In this project we carry out detailed material investigations aimed at elucidating how microstructure, and bonding are linked to mechanical loss in the high index material in the multilayer stack. We use x-ray diffraction to assess how the morphology of the films evolves with annealing, x-ray photoelectron spectroscopy to assess bonding. We collaborate with the CALTECH LIGO group to measure mechanical loss.
The following projects are ongoing:
- Study of microstructure and bonding on Ti:Ta2O5 and associated mechanical loss
- Investigations of SiO2:Ta2O5 mixtures and nano-laminates to understand fundamental mechanisms of crystallization and associated mechanical los
- Exploration of different dopants into Ta2O5 with the goal to find alternatives to Ti to reduce mechanical loss; i.e. using Hf, Sc, Y.

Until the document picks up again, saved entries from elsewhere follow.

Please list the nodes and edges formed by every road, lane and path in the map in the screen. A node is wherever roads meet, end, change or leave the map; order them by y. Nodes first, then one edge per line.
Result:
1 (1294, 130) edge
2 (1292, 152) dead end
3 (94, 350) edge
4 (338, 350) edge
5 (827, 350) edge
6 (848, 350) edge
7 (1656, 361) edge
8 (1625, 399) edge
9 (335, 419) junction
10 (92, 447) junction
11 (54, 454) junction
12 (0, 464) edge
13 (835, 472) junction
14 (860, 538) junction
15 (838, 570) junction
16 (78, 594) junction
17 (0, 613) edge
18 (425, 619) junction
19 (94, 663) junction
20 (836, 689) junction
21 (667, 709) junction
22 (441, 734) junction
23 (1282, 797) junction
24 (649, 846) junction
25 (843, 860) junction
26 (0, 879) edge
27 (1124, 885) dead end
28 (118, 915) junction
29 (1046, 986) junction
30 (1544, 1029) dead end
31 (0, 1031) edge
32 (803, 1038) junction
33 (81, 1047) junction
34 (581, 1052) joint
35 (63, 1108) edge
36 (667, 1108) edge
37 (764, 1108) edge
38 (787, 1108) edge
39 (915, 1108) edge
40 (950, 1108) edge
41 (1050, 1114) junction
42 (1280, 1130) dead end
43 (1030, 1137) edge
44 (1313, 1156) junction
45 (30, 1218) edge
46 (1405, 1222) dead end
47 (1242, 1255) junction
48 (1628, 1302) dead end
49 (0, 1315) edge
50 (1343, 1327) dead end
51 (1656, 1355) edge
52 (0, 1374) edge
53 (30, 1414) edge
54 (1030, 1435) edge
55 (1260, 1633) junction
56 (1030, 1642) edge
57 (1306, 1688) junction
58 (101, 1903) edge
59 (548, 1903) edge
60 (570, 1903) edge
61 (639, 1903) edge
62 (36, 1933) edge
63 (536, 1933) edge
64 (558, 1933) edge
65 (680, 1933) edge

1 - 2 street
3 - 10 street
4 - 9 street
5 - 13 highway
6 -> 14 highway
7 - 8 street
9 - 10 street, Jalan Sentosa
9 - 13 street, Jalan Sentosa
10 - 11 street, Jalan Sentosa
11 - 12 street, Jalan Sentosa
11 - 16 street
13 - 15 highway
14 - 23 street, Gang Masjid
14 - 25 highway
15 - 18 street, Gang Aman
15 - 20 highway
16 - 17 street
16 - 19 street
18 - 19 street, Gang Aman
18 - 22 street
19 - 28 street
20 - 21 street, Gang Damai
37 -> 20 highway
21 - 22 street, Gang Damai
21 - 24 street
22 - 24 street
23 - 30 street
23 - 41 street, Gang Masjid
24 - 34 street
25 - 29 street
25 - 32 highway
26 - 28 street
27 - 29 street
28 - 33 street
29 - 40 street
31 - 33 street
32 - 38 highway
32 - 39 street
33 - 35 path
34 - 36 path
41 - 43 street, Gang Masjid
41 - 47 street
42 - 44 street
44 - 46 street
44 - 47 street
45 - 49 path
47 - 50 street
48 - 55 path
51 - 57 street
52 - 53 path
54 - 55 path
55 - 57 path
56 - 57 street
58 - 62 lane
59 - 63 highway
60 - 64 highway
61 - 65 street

- Exploration of alloys other than Ta2O5 for high index layers and low mechanical loss coatings. We are depositing by ion beam sputtering a suite of alloys that include GeO2, HfO2, ZrO2, Sc2O3, and others in pursue of materials with a lower mechanical loss.
- Study of the organization at medium range of amorphous oxides, which is paramount to minimizing elastic energy loss in the coatings.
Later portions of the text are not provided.